Note that the internet prefs in 10.0.4 can get screwed up fairly easily, so if this doesn't work, check that.


----------



## martinatkinson (Sep 10, 2001)

Thank you so much for your help.  I will let you know if I need anything else.

Have a great day!

Albert


----------



## martinatkinson (Sep 10, 2001)

Hello again!

OK, first of all I would like to rename my default NIB file from MainMenu.nib to something else.  The only problem is that Project Builder has in its code (somewhere) the name of the default NIB file so when I rename it I get messed up.  Where is the name of the NIB file in the code so I can change it?
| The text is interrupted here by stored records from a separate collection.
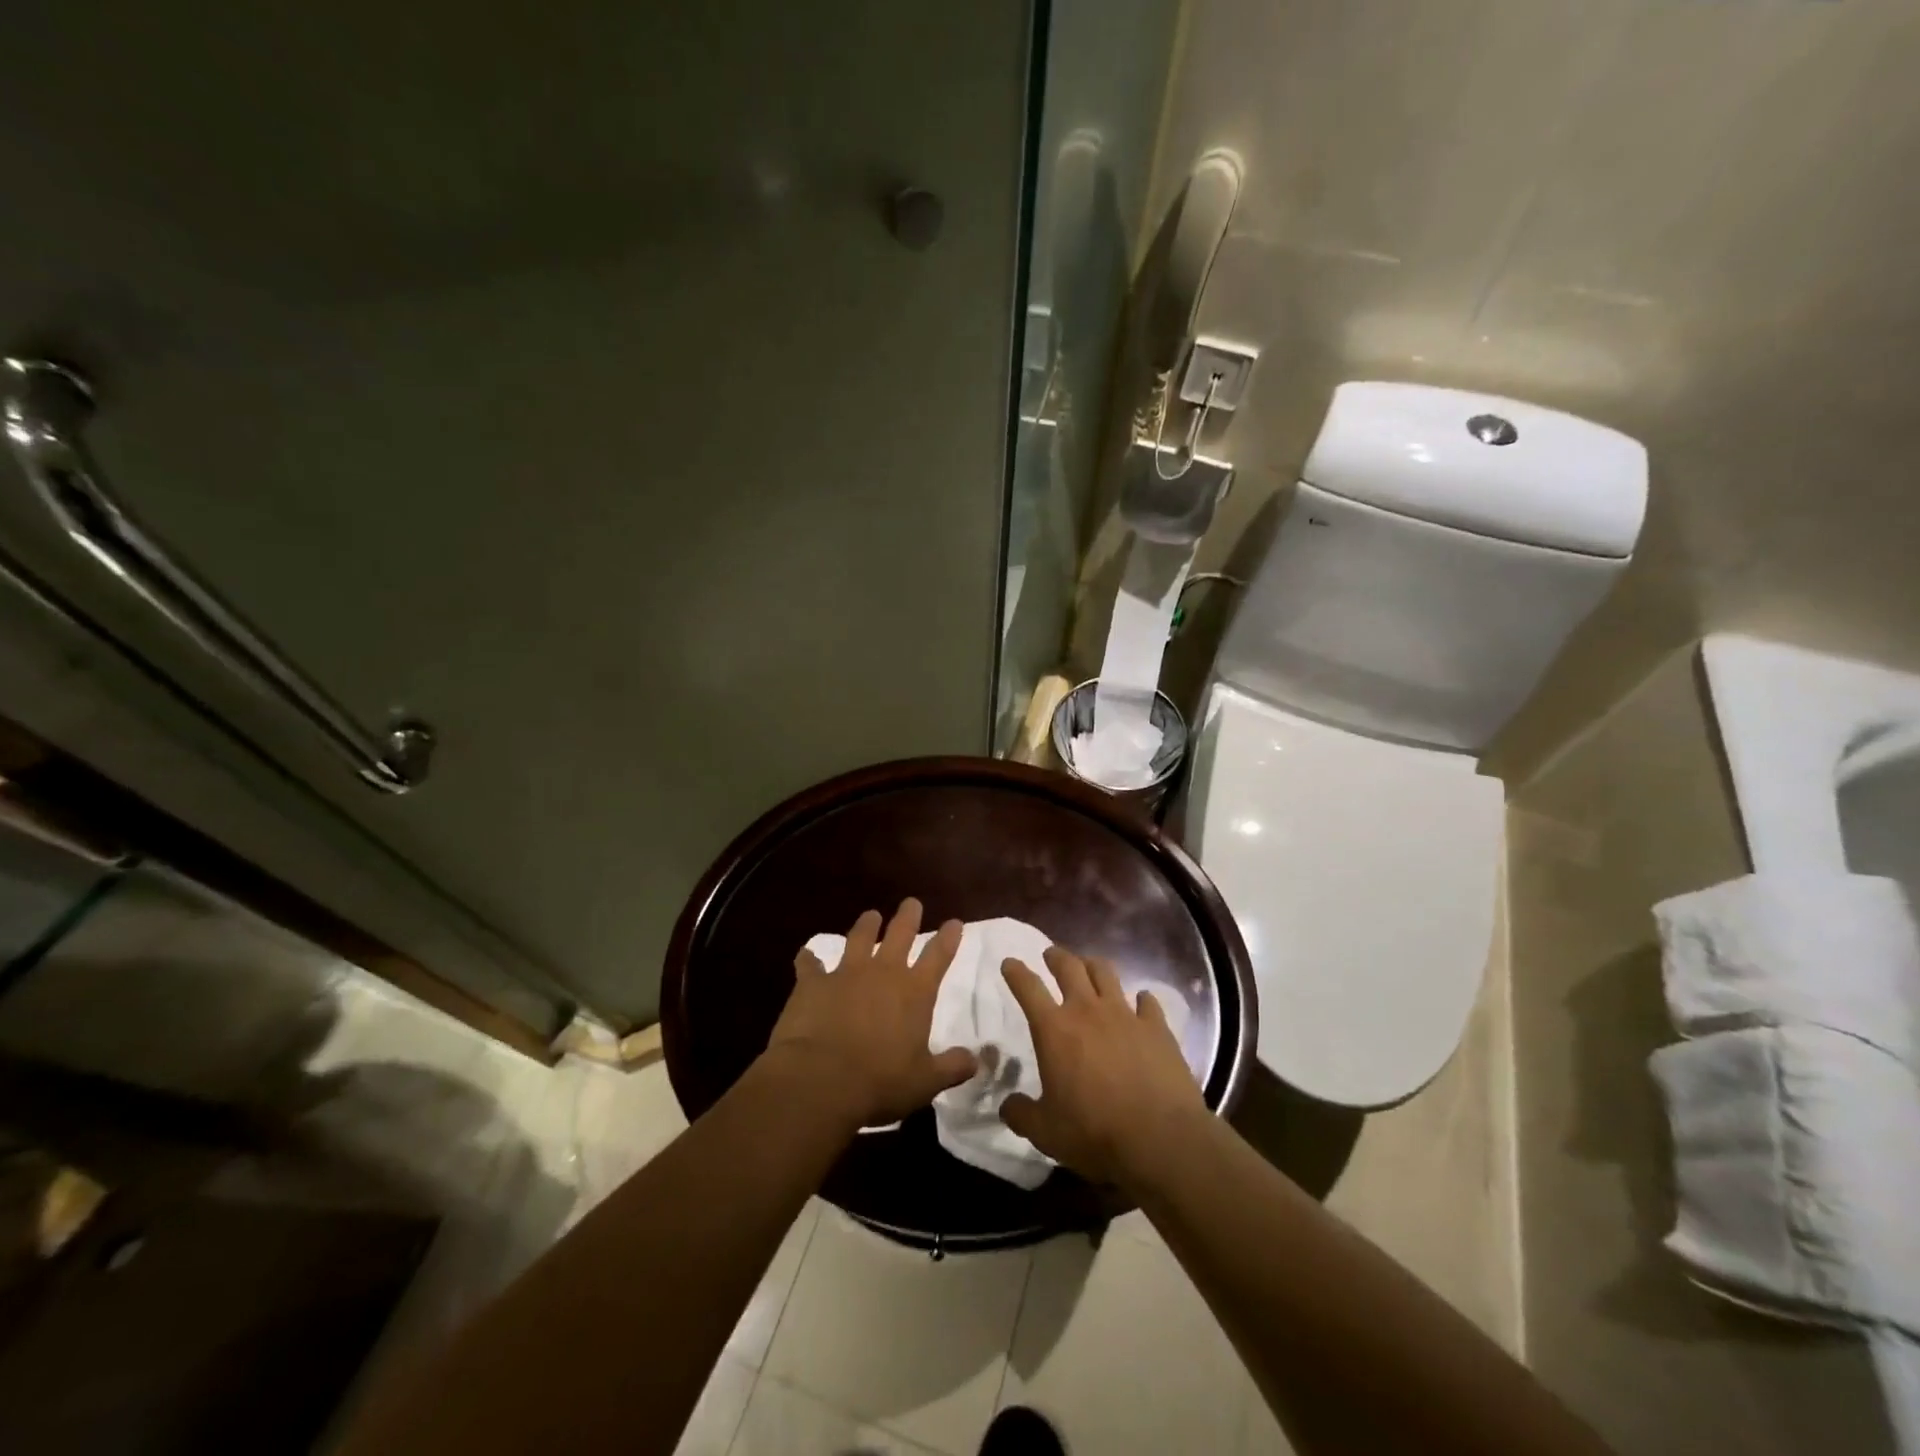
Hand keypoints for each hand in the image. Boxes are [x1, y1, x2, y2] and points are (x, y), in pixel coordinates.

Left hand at [767, 898, 977, 1130]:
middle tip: (911, 902)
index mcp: (915, 992)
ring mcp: (846, 973)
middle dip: (908, 916)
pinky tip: (805, 955)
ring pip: (859, 938)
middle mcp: (884, 972)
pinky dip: (809, 960)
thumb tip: (976, 1060)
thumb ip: (952, 1067)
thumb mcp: (926, 1082)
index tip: (954, 921)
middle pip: (900, 933)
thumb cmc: (880, 1082)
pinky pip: (810, 964)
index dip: (948, 937)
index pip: (938, 956)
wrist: (821, 1079)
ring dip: (866, 925)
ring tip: (870, 915)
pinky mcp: (813, 983)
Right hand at [999, 945, 1206, 1189]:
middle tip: (1051, 955)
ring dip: (1093, 966)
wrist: (1160, 1139)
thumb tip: (1008, 1105)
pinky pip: (1147, 1001)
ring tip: (1090, 967)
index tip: (1010, 962)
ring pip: (1106, 973)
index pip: (1028, 988)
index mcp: (1054, 1030)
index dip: (1016, 972)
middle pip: (1069, 967)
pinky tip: (1141, 1003)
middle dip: (1056, 957)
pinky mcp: (1157, 1027)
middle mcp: (1088, 1011)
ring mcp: (1125, 1015)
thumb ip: (1021, 1114)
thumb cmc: (1094, 1133)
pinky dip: (1141, 999)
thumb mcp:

Secondly, I would like to link one NIB file to another one (if at all possible).  When the user clicks a button a the second NIB file would be opened and one of its windows would be displayed.  How is this done?  If it is possible to do will the window contained in the previous window still be open or will it close when the second NIB file is opened.

Thanks for your help!

Albert


----------



## endian (Sep 10, 2001)

> OK, first of all I would like to rename my default NIB file from MainMenu.nib to something else. The only problem is that Project Builder has in its code (somewhere) the name of the default NIB file so when I rename it I get messed up. Where is the name of the NIB file in the code so I can change it?



Project Menu > Edit Active Target > Application Settings tab > Main nib file




> Secondly, I would like to link one NIB file to another one (if at all possible). When the user clicks a button a the second NIB file would be opened and one of its windows would be displayed. How is this done? If it is possible to do will the window contained in the previous window still be open or will it close when the second NIB file is opened.



look at AppKit/NSNibLoading.h


----------